Dowd listed his friend’s traits: “He’s sharp, deeply devout, committed to the tradition, to the Church as a whole and to its people. He has a great variety of experiences: parish work, seminary work, diplomatic service. He got his doctorate on his own initiative, six years of national leadership at the Canadian Conference of Catholic Bishops, and he’s trilingual.
“I don’t know there’s another priest in Canada like him,” he continued. “Certainly a person set aside by the Lord, in my opinion, and set aside for Toronto.”
Aside from the obvious fact that Montreal, as a larger diocese, offers a greater pool of priests to draw from for episcopal appointments, Dowd said Montreal priests are more likely to have skillsets that would be desirable for certain pastoral situations.
“The English priests in Montreal will tend to be bilingual, so if there are needs in the rest of Canada that require multilingual or multicultural competence in a special way, it would make sense that you would draw from people who grew up with that,” he said.
As well, priests from a larger diocese will likely have more varied experience in administration and seminary work, which is commonly sought in a bishop candidate.

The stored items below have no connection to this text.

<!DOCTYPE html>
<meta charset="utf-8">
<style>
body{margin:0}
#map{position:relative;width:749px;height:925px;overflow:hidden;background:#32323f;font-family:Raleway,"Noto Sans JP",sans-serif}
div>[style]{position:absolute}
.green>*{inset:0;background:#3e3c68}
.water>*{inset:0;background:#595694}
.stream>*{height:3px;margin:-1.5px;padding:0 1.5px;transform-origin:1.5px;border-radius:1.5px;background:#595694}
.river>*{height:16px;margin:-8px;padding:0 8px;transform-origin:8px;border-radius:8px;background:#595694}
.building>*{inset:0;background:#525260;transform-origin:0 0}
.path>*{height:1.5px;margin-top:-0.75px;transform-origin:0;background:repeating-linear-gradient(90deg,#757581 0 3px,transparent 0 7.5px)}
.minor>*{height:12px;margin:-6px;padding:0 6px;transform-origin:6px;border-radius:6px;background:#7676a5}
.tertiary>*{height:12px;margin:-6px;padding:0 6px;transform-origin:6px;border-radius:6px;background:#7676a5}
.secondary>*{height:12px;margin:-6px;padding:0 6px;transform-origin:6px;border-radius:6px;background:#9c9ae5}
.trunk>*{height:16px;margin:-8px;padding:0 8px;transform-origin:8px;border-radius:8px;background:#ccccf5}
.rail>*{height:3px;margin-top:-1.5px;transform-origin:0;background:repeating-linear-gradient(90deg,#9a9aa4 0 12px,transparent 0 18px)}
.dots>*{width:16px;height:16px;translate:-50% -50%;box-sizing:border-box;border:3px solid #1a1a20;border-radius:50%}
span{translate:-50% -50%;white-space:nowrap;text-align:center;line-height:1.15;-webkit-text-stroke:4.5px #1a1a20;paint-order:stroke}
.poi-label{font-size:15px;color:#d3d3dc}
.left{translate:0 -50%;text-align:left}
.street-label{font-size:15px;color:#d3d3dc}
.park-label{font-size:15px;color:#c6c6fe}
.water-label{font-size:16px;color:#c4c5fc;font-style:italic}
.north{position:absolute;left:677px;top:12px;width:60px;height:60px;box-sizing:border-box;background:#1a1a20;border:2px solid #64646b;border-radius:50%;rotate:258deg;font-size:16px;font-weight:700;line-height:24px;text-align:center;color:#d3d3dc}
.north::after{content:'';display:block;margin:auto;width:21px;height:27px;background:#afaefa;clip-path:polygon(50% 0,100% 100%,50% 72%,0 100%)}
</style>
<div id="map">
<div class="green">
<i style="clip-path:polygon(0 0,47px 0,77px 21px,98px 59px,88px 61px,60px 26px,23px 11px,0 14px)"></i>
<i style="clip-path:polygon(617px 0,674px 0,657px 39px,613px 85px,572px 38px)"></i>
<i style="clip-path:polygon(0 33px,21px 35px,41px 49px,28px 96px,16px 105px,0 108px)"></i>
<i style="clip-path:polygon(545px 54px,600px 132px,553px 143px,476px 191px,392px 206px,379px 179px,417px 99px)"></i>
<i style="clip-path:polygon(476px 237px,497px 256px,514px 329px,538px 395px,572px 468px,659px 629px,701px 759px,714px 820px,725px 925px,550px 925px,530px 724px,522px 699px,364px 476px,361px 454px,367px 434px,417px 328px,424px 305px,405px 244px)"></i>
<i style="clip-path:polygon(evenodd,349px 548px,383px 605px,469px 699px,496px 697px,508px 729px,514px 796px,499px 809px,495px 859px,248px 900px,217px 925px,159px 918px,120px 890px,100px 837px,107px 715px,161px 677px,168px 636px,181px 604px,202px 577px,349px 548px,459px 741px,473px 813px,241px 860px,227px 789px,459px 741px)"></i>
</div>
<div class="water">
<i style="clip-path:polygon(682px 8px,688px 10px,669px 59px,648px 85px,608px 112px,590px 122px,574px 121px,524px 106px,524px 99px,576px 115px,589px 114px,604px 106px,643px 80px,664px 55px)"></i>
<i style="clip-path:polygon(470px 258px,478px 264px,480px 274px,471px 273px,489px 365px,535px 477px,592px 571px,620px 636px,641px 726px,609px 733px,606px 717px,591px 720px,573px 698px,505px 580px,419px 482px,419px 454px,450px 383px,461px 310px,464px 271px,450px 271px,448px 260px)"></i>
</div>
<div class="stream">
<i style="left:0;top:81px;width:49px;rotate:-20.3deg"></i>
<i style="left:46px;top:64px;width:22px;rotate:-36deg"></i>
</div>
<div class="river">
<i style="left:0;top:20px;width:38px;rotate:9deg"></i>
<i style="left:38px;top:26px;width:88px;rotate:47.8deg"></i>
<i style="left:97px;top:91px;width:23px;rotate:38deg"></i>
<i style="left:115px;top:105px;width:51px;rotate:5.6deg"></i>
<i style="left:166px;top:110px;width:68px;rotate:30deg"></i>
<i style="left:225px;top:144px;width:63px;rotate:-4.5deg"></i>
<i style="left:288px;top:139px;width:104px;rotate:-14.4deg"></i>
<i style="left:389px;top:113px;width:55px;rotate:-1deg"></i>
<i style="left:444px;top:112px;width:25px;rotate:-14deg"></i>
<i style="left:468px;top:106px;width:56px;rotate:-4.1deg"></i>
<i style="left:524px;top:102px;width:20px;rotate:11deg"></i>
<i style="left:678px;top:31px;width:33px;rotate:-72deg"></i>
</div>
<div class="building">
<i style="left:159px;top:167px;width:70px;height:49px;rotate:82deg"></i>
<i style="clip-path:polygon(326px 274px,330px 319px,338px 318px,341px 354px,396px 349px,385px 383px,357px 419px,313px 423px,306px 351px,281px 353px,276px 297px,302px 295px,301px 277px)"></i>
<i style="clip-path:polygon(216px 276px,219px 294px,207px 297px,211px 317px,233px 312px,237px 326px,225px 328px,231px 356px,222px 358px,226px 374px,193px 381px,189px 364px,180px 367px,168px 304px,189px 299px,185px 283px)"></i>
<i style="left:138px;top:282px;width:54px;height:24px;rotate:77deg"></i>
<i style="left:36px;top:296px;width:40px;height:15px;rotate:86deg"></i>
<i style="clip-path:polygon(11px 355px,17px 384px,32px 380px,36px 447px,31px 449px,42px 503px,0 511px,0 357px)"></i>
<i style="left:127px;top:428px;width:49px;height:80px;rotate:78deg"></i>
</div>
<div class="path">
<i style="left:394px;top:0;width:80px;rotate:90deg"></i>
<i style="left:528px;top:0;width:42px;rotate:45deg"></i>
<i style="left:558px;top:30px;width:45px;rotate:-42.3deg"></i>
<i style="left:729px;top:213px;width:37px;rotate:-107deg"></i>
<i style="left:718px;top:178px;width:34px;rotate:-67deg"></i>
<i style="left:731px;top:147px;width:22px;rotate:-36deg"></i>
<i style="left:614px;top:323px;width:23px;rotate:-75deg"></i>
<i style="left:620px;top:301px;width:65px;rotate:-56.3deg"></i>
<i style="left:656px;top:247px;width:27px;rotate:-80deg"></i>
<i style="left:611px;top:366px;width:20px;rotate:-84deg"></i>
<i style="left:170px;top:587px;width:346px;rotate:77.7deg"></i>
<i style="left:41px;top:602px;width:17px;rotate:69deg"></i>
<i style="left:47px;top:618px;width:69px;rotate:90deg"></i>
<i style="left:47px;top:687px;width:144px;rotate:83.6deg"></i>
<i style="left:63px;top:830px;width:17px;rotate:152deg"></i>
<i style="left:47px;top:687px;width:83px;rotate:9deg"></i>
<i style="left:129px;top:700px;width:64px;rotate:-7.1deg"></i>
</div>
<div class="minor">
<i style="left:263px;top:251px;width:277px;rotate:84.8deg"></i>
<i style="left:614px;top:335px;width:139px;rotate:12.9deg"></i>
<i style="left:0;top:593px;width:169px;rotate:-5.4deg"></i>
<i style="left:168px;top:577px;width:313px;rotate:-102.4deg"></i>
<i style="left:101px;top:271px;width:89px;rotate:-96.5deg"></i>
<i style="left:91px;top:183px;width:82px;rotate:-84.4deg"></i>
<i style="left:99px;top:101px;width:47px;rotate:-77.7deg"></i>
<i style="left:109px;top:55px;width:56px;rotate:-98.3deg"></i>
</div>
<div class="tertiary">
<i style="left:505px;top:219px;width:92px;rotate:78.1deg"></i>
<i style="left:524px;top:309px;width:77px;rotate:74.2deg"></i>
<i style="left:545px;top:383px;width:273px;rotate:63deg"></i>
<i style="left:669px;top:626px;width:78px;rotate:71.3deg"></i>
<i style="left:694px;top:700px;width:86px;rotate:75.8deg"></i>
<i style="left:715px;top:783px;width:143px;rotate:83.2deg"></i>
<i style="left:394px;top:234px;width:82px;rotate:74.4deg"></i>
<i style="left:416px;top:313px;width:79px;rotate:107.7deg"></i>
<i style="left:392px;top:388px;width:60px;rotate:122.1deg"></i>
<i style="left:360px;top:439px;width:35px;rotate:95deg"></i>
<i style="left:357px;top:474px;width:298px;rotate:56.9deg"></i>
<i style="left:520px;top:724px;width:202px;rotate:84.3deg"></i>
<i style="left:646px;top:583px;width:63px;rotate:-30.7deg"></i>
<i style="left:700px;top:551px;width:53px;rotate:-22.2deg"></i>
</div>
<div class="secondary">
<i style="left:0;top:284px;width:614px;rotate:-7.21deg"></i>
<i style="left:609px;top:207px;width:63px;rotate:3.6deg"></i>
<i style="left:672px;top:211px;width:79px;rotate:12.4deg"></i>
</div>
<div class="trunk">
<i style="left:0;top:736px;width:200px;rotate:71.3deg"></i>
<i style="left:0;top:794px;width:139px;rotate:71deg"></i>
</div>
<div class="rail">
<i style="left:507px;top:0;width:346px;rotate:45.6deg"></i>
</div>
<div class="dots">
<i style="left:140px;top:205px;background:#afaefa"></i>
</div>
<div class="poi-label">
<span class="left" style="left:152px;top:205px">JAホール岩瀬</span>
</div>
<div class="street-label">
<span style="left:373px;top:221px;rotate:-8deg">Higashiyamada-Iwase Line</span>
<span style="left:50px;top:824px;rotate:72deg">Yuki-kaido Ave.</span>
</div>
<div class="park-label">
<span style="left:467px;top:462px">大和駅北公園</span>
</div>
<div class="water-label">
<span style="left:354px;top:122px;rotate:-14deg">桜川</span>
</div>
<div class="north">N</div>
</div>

Canadian Church historian Mark McGowan thinks not much should be made of the appointment of Montreal priests to other Canadian dioceses from an historical point of view. More noteworthy is Leo’s “significant pastoral experience” compared with recent Toronto bishops, whose experiences have been more administrative.
Leo “has the smell of the sheep and I think that’s what Pope Francis wants,” McGowan said.
“His devotional interests will dovetail nicely with many of the Catholic communities here, who, within their own distinctive Catholic cultures, have a strong devotion to Mary,” he said. “He’s going to be able to touch people in a very different way.”
Leo is the first Italian Canadian archbishop of Toronto, which McGowan recognized as “a nod to the multiculturalism of the city.”
“There’s a plan here, it would appear, to put a young, dynamic, multilingual individual, who has considerable pastoral experience,” he said. “He brings a very distinctive skillset to the table in Toronto that we haven’t seen for a while.”
(Ieraci, an award-winning journalist from Montreal, writes for the Catholic press from Chicago.)